It’s the moment that Medicare Part B clinicians and healthcare administrators have been waiting for. The final release of the MACRA Quality Payment Program! Health & Human Services released the rule amidst much publicity, a response to thousands of comments and industry feedback throughout the year.
I would summarize the theme of the final ruling as, “Empowering physicians to achieve the Triple Aim through choice and health IT”. My colleague Dr. Brad Miller, who contributed to the ideas in this post, also said it well in this recent blog post: “CMS’ ultimate goal with MACRA is to move healthcare further to a system based on quality, and to accelerate the shift in how providers use technology to improve patient care and outcomes.” Here are some of our key takeaways on the final release:
- Per the earlier “Pick your Pace” communique from acting CMS administrator Andy Slavitt, clinicians can still choose one of three participation pathways for Performance Year 2017:
– Submit minimum data by March 2018 to avoid a negative payment adjustment
– Submit partial data to earn neutral or minimal positive payment adjustment
– Submit complete data to earn a moderate payment adjustment
- Clinicians will not be scored on the Resource Use category until 2018. In the absence of Resource Use, the Quality category raises to 60% of the MIPS composite score for PY2017.
– Overall, while choosing which quality measures to choose will remain a challenge, by pushing out the Resource Use category until 2018, CMS is giving providers more time to analyze their data and intelligence to drive the necessary practice changes for improved Resource Use performance. Identifying these areas for RU and enacting change represents a significant practice and workflow re-design effort for providers and this extra year represents a more realistic timeframe under which providers can adapt.

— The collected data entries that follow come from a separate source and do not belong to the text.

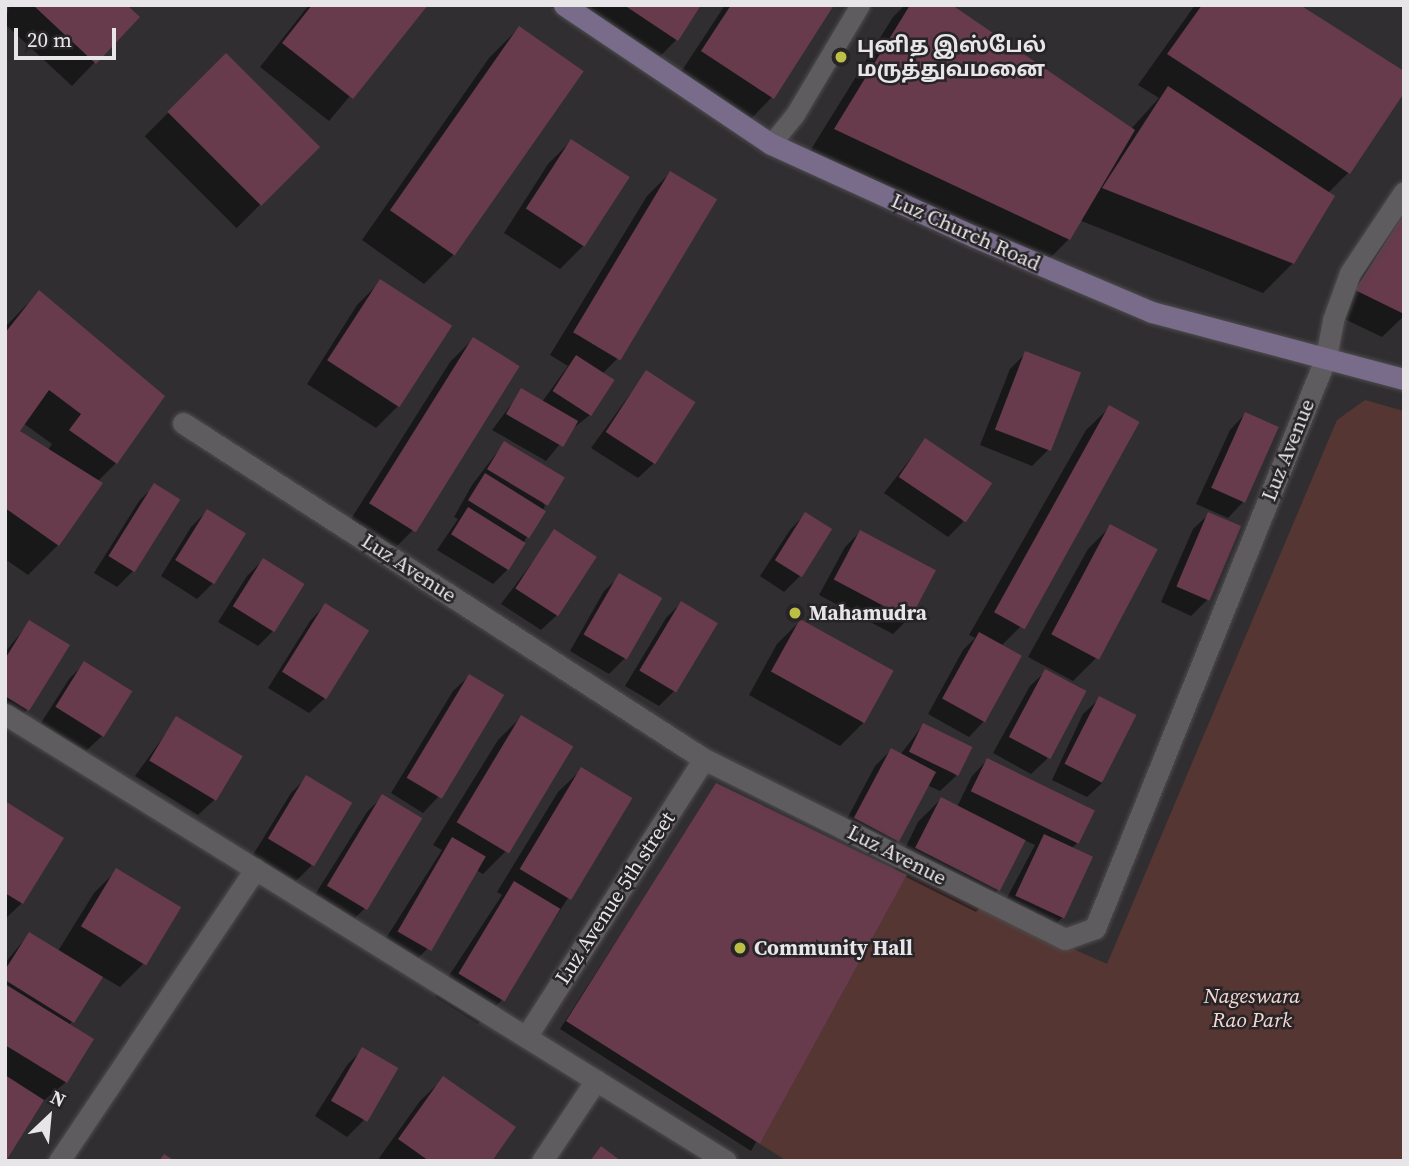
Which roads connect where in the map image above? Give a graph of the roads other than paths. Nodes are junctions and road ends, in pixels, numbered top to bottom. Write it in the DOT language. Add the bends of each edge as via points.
graph roads {
  1 [pos="564,5"];
  2 [pos="860,5"];
  3 [pos="771,144"];
  4 [pos="1404,192"];
  5 [pos="1326,356"];
  6 [pos="1404,379"];
  7 [pos="183,423"];
  8 [pos="5,714"];
  9 [pos="704,759"];
  10 [pos="255,869"];
  11 [pos="527,1037"];
  12 [pos="596,1080"];
  13 [pos="59,1161"];
  14 [pos="542,1161"];
  15 [pos="726,1161"];
  1 -- 3 [label="main road, Luz Church Road"];
  2 -- 3 [label="lane" via="794,116"];
  3 -- 5 [label="main road, Luz Church Road" via="1152,312"];
  4 -- 5 [label="street, Luz Avenue" via="1350,273"];
  5 -- 6 [label="main road, Luz Church Road"];
  5 -- 9 [label="street, Luz Avenue" via="1095,928 1065,939"];
  7 -- 9 [label="street, Luz Avenue"];
  8 -- 10 [label="street"];
  9 -- 11 [label="street, Luz Avenue 5th street"];
  10 -- 11 [label="street"];
  10 -- 13 [label="street"];
  11 -- 12 [label="street"];
  12 -- 14 [label="street"];
  12 -- 15 [label="street"];
}
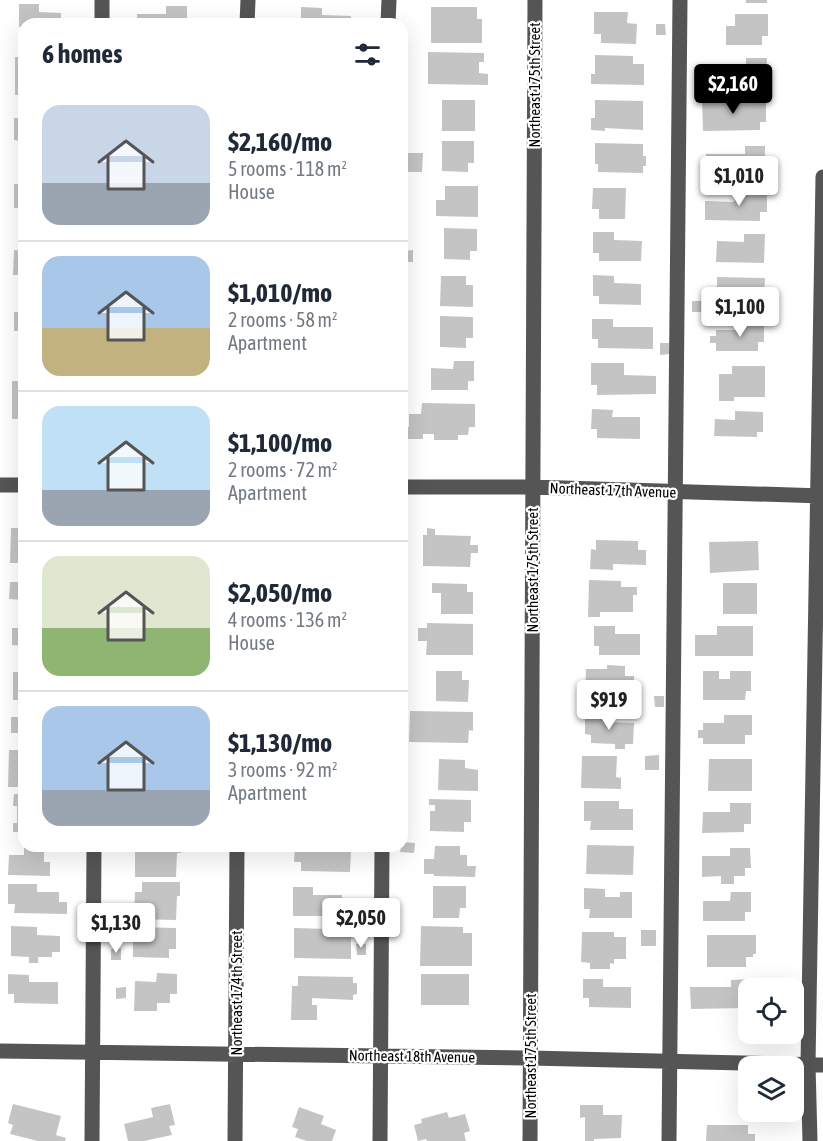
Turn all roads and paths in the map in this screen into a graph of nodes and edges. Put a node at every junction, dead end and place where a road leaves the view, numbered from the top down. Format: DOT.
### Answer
graph roads {
  1 [pos="102,0"];
  2 [pos="248,0"];
  3 [pos="388,0"];
  4 [pos="535,0"];
  5 [pos="680,0"];
  6 [pos="102,18"];
  7 [pos="248,18"];
  8 [pos="388,18"];
  9 [pos="823,177"];
  10 [pos="0,485"];
  11 [pos="18,485"];
  12 [pos="408,487"];
  13 [pos="532,487"];
  14 [pos="675,491"];
  15 [pos="821,496"];
  16 [pos="94,852"];
  17 [pos="237,852"];
  18 [pos="382,852"];
  19 [pos="0,1051"];
  20 [pos="92,1052"];
  21 [pos="235,1054"];
  22 [pos="380,1056"];
  23 [pos="530,1058"];
  24 [pos="669,1061"];
  25 [pos="816,1065"];
  26 [pos="92,1141"];
  27 [pos="235,1141"];
  28 [pos="380,1141"];
  29 [pos="530,1141"];
  30 [pos="669,1141"];
  31 [pos="810,1141"];
  1 -- 6 [label="street"];
  2 -- 7 [label="street"];
  3 -- 8 [label="street"];
  4 -- 13 [label="street, Northeast 175th Street"];
  5 -- 14 [label="street"];
  9 -- 15 [label="street"];
  10 -- 11 [label="street"];
  12 -- 13 [label="street, Northeast 17th Avenue"];
  13 -- 14 [label="street, Northeast 17th Avenue"];
  13 -- 23 [label="street, Northeast 175th Street"];
  14 -- 15 [label="street, Northeast 17th Avenue"];
  14 -- 24 [label="street"];
  15 -- 25 [label="street"];
  16 -- 20 [label="street"];
  17 -- 21 [label="street, Northeast 174th Street"];
  18 -- 22 [label="street"];
  19 -- 20 [label="street, Northeast 18th Avenue"];
  20 -- 21 [label="street, Northeast 18th Avenue"];
  20 -- 26 [label="street"];
  21 -- 22 [label="street, Northeast 18th Avenue"];
  21 -- 27 [label="street, Northeast 174th Street"];
  22 -- 23 [label="street, Northeast 18th Avenue"];
  22 -- 28 [label="street"];
  23 -- 24 [label="street, Northeast 18th Avenue"];
  23 -- 29 [label="street, Northeast 175th Street"];
  24 -- 25 [label="street, Northeast 18th Avenue"];
  24 -- 30 [label="street"];
  25 -- 31 [label="street"];
}
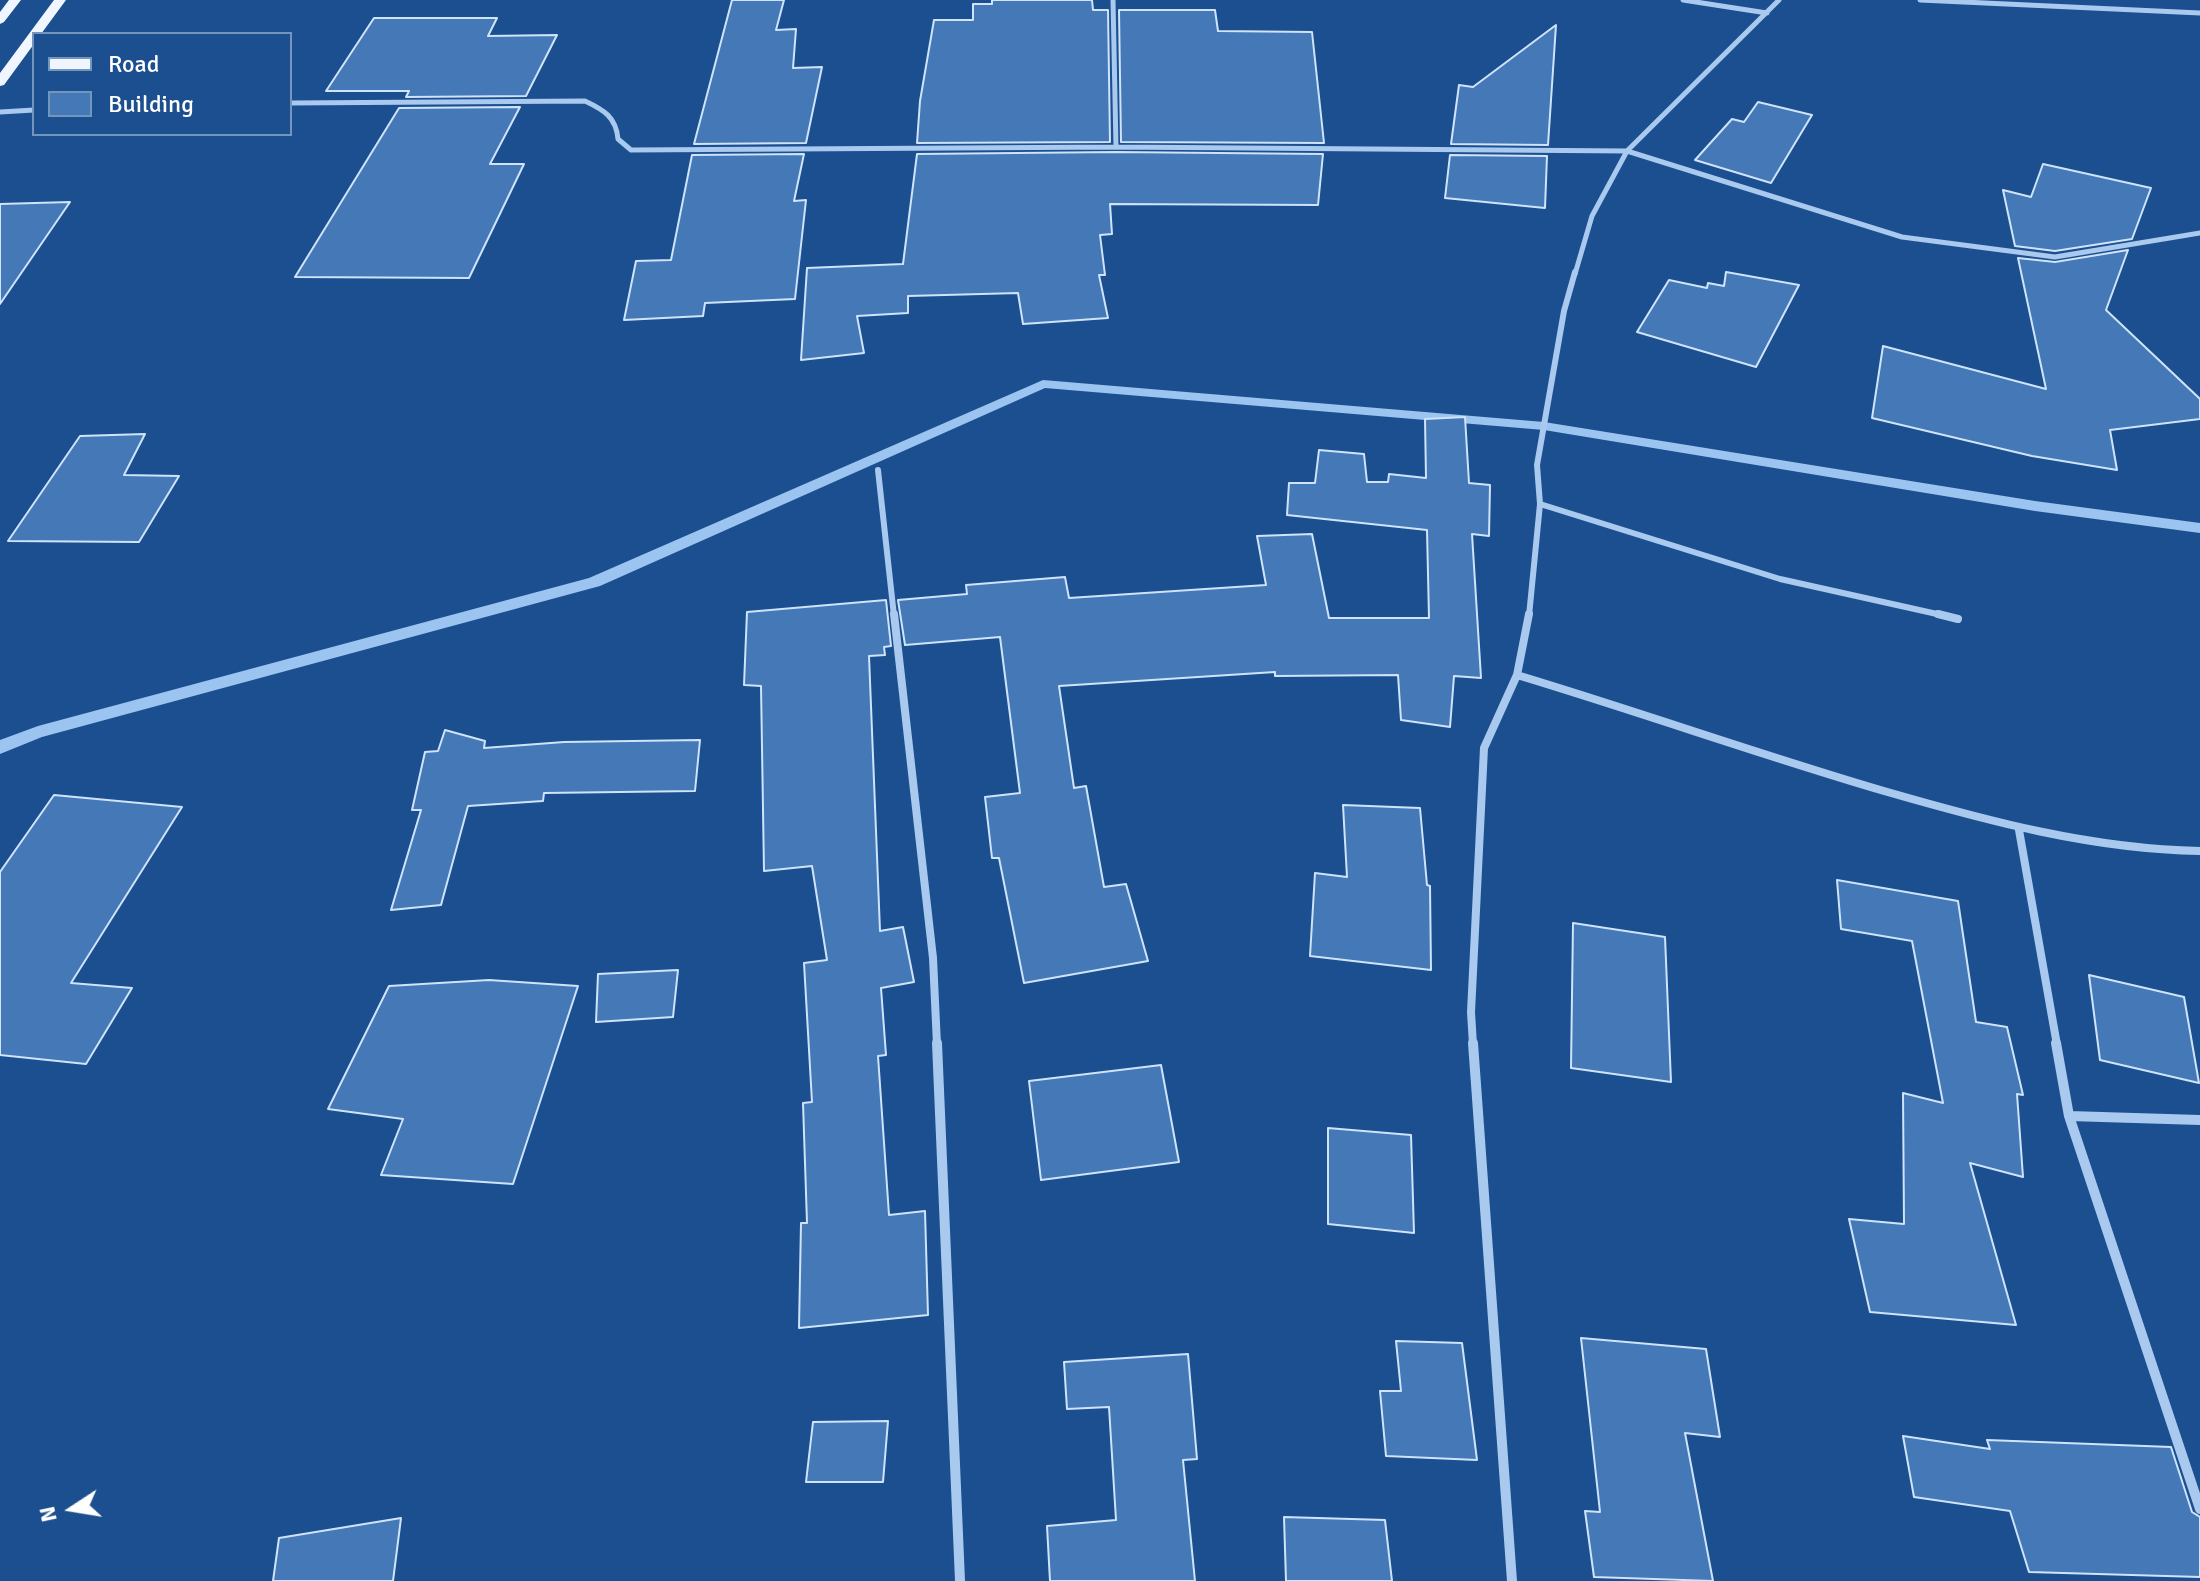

- Clinical Practice Improvement Activities have been renamed to the simpler, “Improvement Activities” category.
- CMS has provided much clearer guidance on how existing alternative payment models (APMs) will qualify for different categories:
– As previously assumed, CMS established the quality reporting requirements for Medicare Shared Savings Plan (MSSP) Track 1 as sufficient for the Quality category.
– Medical Homes, and advanced APMs, will earn full credit for the Improvement Activities category; MSSP Track 1 and Oncology Care will receive points based solely on their APM participation.
- Advancing Care Information requirements differ based on EHR edition:
– Patient-generated health data is an opportunity for those reporting prior to the 2017 edition to start learning from the copious amount of wearable and patient-reported data now in the marketplace.
- CMS has supplied the healthcare public with fantastic, easy-to-use resources on the new CMS Quality Payment Program (QPP) site. Users can select and export their a la carte activities or measures for easy tracking.
Taken together, these changes reflect the ability of healthcare organizations to choose how they adopt MACRA. First, providers have been given a little more breathing room to gather their understanding and strategy for MACRA overall. This helps with the widespread sentiment that providers were overwhelmed on how and what to report in the first year. Second, there is a more gradual focus of scoring on smart fiscal skills and slowed rollout of large downward payment adjustments which aims to decrease overall MACRA performance and financial anxiety. Finally, CMS motivates providers to get ahead of the rule by supplying incentive bonuses for underrepresented types of quality measures or for demonstrating advanced registry usage.
2017 represents a time for providers to get educated on MACRA’s subtleties, gather needed data and intelligence and develop go-forward strategies to effectively evolve with MARCA. This includes the hefty task of experimenting and training their practitioners, support staff and their tools like software solutions needed to succeed in future years. This means organizations now have an opportunity to get ahead of the requirements by creating a MACRA strategy in the remaining 2016 and beginning of 2017 to establish a flexible foundation for MACRA success. More directly and simply, CMS has listened to providers and given them more space and time to develop practice responses and strategies to adapt to this brave new MACRA world.